Your task is to count the lines of the records that contain "overflow". Answer with the number and nothing else.

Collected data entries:
════════════════════
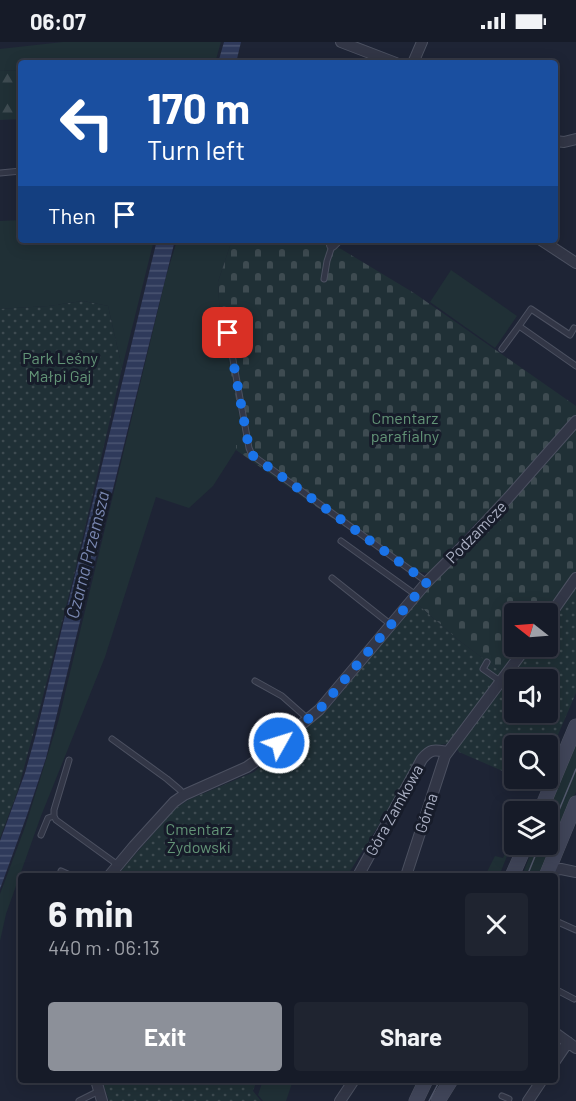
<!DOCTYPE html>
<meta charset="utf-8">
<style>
:root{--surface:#161b28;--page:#1f2430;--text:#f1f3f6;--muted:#9ea1a8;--line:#353945;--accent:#8c9099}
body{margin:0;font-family:Barlow,sans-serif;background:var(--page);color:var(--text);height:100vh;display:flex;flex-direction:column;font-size:22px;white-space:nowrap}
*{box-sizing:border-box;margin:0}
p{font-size:20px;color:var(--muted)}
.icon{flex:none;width:33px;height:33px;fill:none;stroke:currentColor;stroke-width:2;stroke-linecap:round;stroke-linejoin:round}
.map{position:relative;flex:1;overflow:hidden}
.drawer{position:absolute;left:18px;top:831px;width:540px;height:210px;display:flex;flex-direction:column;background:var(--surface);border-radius:6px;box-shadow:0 3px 15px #0003,0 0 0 2px var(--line)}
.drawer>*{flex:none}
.guide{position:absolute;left:18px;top:18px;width:540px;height:183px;border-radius:6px;box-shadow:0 3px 15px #0003,0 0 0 2px var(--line);background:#1a4fa0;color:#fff;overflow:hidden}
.needle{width:39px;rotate:287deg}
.fabs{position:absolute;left:504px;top:561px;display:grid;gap:12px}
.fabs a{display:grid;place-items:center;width:54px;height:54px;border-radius:6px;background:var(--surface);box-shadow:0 3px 15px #0003,0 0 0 2px var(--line);font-size:30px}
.pin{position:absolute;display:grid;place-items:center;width:51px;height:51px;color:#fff;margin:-26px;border-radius:12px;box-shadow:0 3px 9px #0006}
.me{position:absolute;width:66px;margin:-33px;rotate:51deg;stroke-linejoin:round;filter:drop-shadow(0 0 4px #0008)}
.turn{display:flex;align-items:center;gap:21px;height:126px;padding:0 30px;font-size:27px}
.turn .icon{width:78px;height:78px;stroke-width:2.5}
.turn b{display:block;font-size:42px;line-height:51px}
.then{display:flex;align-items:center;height:57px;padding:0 30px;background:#0003;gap:12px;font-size:22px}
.round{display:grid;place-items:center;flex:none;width:63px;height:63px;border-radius:6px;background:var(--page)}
.summary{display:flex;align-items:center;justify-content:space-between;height:102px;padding:0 30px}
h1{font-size:36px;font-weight:700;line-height:45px}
.action{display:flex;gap:12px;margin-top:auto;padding:12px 30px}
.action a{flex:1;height:69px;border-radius:6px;background:var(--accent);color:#fff;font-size:24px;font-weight:700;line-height:69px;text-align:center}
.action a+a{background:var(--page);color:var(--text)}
.status{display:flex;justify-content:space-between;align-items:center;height:42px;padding:0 30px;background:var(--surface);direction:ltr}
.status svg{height:16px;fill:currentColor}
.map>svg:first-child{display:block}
.grass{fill:#203036}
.forest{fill:url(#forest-firs)}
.cemetery{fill:url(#cemetery-stones)}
.park{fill:url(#park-dots);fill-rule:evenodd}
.water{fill:url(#water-rules)}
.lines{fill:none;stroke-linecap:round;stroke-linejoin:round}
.lane-casing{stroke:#4c5161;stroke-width:7}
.street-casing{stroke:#4c5161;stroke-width:12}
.secondary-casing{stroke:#4c5161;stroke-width:15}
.lane{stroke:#323646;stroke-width:5}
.street{stroke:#323646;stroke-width:10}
.secondary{stroke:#404559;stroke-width:14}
.tram{stroke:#53596d;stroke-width:1.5}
.route{stroke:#1a73e8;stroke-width:10;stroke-dasharray:0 18}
.labels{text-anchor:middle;stroke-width:6;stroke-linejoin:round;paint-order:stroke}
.park-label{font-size:16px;fill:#639477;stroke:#171c2a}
.street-label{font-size:16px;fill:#abb0c3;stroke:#171c2a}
.water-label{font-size:18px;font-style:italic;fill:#7a88b2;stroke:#171c2a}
</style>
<div class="status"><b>06:07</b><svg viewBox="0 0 49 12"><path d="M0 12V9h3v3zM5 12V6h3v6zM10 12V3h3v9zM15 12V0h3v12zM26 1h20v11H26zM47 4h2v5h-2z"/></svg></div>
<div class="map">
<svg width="576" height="1059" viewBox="0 0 576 1059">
<defs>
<pattern id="forest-firs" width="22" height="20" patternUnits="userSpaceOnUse" patternTransform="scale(1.5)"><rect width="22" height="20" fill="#203036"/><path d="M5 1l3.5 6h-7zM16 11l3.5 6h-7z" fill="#3e4b51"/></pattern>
<pattern id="cemetery-stones" width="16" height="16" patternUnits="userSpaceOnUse" patternTransform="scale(1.5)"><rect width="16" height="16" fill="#203036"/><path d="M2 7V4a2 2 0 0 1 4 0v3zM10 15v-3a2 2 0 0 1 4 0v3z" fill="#3e4b51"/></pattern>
<pattern id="park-dots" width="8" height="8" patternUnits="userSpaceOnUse" patternTransform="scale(1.5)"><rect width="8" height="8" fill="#203036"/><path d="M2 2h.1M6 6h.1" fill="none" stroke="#3e4b51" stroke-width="1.8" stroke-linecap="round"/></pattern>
<pattern id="water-rules" width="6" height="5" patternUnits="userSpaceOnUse" patternTransform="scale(1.5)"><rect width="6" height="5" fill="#2f3a5b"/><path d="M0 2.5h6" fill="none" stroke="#4a5471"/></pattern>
</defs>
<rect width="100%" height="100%" fill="#1e2435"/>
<path class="grass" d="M63 0H221L215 21H21V28L0 29V7Z
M21 178V198H154L122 326 108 264 83 259 49 264 0 267V179Z
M177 198H232L218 240 220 276 245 403 236 404V408L213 444 189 466 156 455 105 615 41 774 6 872 0 899V852L25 785 58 680 166 235Z
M451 228 517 274 495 306 430 260Z
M576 695V750L540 834H522L534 803 548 802V770Z
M514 790V797L499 834H485L495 814 503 816Z
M263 1038H293L286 1059H263L258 1053Z"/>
<path class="forest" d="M21 28V77L0 78V29Z"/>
<path class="cemetery" d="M232 198H317L341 207 414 251 576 364V375L482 480 479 478 428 531 421 530 416 535 236 408V403H245L220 276 218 240Z
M576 385V534L548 572H514V604L524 605 504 632 457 597 415 560Z"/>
<path class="park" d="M83 259 108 264 122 326 74 533 40 666 18 748 0 796V267L49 264Z
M576 545V651L548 716V704H514V734L459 710 456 705 531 605 548 604V583ZM514 638H548V670H514Z
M415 560 457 597 504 632 448 702 428 704 347 834H118L125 824 175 767 188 758 254 730 333 661Z
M102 1038H257L253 1049 261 1059H109Z"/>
<path class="water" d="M224 0H241L236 21H218Z
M157 198H175L46 716 27 773 0 847V799L25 731 36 692Z"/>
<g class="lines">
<g class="lane-casing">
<path id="lane" d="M0 131 21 129
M324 237 327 219 332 204
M224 268 249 406 252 413 427 540
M519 284 531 267 570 293 574 286
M502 307 519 284 576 324
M341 499 416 553
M332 536 390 582
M487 620 483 627 500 639
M255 639 282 654 308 677
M112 697 167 737 180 748 184 753
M69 718 54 768V774L56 778 118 823
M41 793 48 776 54 774
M61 829 72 834
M558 880 576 888
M555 947 574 957
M502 1054 509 1057
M79 1059 99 1049"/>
</g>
<g class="street-casing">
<path id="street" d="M341 0 396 21
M413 21 422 0
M555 99 564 100 576 97
M541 198 576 221
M332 203 337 198
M548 576 576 536
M548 829 561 827 576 830
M109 834 134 804 174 760 184 753 247 725 264 713 319 668 427 540 468 499 508 456 576 379
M358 834 422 717C431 706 435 708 448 710
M406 834 445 714 527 604
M555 991 576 1006
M555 1019 568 1000
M96 1038 102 1059
M340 1059 354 1038
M528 1059 542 1038"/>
</g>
<g class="secondary-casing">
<path id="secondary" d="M540 770 576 684
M512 834 526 802
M546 834 576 761
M416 1059 426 1038
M438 1059 451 1038"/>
</g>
<use href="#lane" class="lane"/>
<use href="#street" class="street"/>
<use href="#secondary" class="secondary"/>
<path class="tram" d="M548 795 576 727
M527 834 540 802
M429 1059 440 1038"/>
</g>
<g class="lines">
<path class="route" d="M228 291 249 406 252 413 427 540 319 668 279 701"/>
</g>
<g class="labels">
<g class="park-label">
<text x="60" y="322">Park Leśny<tspan x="60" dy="18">Małpi Gaj</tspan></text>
<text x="405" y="382">Cmentarz<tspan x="405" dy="18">parafialny</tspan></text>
<text x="199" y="793">Cmentarz<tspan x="199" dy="18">Żydowski</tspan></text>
</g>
<g class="street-label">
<text transform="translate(476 490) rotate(-46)" y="6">Podzamcze</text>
<text transform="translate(394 768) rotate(-61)" y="6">Góra Zamkowa</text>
<text transform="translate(426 771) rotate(-72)" y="6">Górna</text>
</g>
<g class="water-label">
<text transform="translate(88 513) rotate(-76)" y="6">Czarna Przemsza</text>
</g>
</g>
</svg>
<div class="fabs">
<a><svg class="needle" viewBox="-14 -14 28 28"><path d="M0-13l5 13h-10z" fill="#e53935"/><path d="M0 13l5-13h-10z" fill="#9ea1a8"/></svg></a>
<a><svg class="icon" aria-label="sound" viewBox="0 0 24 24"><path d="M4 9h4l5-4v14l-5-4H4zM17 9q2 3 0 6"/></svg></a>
<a><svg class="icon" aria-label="search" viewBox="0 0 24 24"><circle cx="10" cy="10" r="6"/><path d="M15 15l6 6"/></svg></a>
<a><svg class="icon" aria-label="layers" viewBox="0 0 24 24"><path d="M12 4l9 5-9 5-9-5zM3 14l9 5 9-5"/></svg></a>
</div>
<div class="pin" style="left:228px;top:291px;background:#d93025"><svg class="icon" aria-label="arrive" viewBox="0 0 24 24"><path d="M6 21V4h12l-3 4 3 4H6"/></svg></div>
<svg class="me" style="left:279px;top:701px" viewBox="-20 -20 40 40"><circle r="17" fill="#1a73e8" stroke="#fff" stroke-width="3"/><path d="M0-11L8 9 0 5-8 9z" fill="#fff"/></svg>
<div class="guide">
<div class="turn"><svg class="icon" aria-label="left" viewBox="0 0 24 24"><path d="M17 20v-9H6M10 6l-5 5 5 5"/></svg><div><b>170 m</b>Turn left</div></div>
<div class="then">Then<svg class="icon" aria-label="arrive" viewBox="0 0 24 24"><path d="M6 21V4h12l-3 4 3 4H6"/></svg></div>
</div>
<section class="drawer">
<div class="summary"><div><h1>6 min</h1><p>440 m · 06:13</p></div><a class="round"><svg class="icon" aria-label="close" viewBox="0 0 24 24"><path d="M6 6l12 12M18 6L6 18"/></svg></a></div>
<div class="action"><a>Exit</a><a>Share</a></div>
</section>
</div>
════════════════════
§ Response area: 2